緩急の配分が完璧な時代劇
ボクが子供のころは、テレビでの時代劇が全盛期だった。『銭形平次』、『水戸黄門』、『遠山の金さん』等、出演俳優が代わってもシリーズ化されたドラマが継続されてきた。
そのほとんどが京都での撮影だったので、右京区の太秦はいまとちがう活気に満ちていた。妻は右京区に住んでいたので、大覚寺や広沢池等へ散歩にくと、時代劇の撮影とかち合うことが多かったそう。
ところがいつしか時代劇の火は消え、太秦界隈もすっかり寂しくなっている。廃業された大部屋の俳優さんは大勢いるだろうと思う。時代劇を支えてきた職人的なスタッフの人たちは、後継者を育てることができないのではと危惧している。
視聴率がすべてのテレビ業界だから、数字を取れないドラマが消えていくのは仕方ない。だけど時代劇の火を一度でも完全に消してしまうと、もう一度復活させるのは難しいと思う。だからこそテレビは無理でも、映画に期待をしたい。
以前観たことがある時代劇だけれど、妻が観ていなかったので久しぶりに鑑賞することにした。そしてその映画の素晴らしさに感動した。こんな映画が作られている限り、まだまだ時代劇は大丈夫だという明るい未来を感じることができた。
2021年 映画#133
『超高速!参勤交代』という2014年の日本映画。この作品は何よりタイトルが素晴らしい。参勤交代といえばスローモーションのイメージ。なのに『超高速』というミスマッチな言葉が頭につくことで、何かが起きるというワクワク感と、大笑いできそうな期待感に包まれる。

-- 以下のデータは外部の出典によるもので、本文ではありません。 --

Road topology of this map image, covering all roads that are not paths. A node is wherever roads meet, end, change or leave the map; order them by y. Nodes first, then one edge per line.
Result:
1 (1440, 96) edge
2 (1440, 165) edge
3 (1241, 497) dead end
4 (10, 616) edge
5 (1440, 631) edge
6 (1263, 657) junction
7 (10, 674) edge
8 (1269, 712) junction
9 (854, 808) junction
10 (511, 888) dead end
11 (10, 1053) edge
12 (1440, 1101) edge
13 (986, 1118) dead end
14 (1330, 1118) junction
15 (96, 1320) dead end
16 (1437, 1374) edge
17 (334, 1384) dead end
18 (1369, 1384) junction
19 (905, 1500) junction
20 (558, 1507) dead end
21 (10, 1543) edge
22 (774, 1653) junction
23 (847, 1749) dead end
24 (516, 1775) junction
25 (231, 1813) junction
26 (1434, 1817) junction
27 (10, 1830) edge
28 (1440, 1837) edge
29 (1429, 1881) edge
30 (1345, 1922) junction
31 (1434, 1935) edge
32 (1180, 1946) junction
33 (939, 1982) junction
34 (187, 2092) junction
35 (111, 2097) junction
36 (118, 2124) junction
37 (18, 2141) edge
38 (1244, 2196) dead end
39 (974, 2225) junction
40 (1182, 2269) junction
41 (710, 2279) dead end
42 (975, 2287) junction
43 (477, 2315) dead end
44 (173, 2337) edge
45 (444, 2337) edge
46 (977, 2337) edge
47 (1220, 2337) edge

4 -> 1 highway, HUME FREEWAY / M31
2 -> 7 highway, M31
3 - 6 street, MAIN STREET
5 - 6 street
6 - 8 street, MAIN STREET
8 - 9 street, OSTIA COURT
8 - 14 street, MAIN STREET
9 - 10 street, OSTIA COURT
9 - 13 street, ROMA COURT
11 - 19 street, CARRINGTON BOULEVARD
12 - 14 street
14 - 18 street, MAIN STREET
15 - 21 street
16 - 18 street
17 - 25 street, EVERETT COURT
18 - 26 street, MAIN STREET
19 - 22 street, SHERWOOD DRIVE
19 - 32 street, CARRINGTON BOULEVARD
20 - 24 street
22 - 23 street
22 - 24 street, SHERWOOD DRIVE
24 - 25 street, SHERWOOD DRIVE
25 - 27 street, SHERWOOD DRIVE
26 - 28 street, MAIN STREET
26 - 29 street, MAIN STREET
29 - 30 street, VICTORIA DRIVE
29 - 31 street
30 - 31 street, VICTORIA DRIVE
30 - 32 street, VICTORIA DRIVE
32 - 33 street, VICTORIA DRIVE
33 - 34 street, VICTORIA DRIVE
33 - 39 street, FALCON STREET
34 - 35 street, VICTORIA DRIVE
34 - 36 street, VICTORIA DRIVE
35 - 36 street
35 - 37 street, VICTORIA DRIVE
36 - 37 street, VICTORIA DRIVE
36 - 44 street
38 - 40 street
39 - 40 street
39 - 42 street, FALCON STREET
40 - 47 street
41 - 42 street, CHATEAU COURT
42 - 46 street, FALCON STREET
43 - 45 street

時代劇の基本は勧善懲悪。まずこれは絶対。さらに欠かせないのは殺陣のシーン。これはリアリティが高ければ高いほど興奮する。さらに緊張だけでなく、笑いという緩和も必要。『水戸黄門』でいえば、うっかり八兵衛のような人物は欠かせない。
この映画はそうした要素が完璧に組み込まれている。悪役は陣内孝則さんが演じる松平信祝という老中。徳川吉宗に仕えた実在の人物。
一方悪役をやっつけるのは佐々木蔵之介さん演じる内藤政醇という湯長谷藩の藩主。これまた実在の人物。
ところが物語は実際にあったことではないはず。参勤交代で江戸から戻ったばかりの藩主に、通常は8日かかる道のりを5日以内に参勤しろという命令。金山に関わる釈明を求めたもので、その時期までに到着しなければ藩は取り潰しとなってしまう。
これだけで十分に笑える設定。どう考えても無理な行程を、どうすれば成功できるか? 要するに必死になって走るしかないwww
だが悪役は忍びを使ってそれを邪魔する。この藩を取り潰して金山の権利を横取りするため。ということで当然ながら戦闘シーンがある。その緩急の配分がとてもよくできていて、最初から最後まで飽きることなく楽しめる時代劇だった。
とにかく出演している俳優さんが、そろいもそろってみんな上手い。誰もが緩急の二面性を持っていて、魅力的な人物ばかり。その代表として藩主を演じた佐々木蔵之介さんのキャラがこの映画を象徴している。
ちょっと抜けた雰囲気で温和な殿様。領民の立ち位置に寄り添って彼らの平和を願っている。ところが剣を持てば、屈強な忍びの人間をあっという間に切り捨ててしまう達人。つまり藩主がそうだから、当然ながら家臣たちも同じ。
久しぶりに観たけれど、本当に素敵な時代劇だと再認識した。ということでこれまた久しぶりに続編の『リターンズ』を観るとしよう。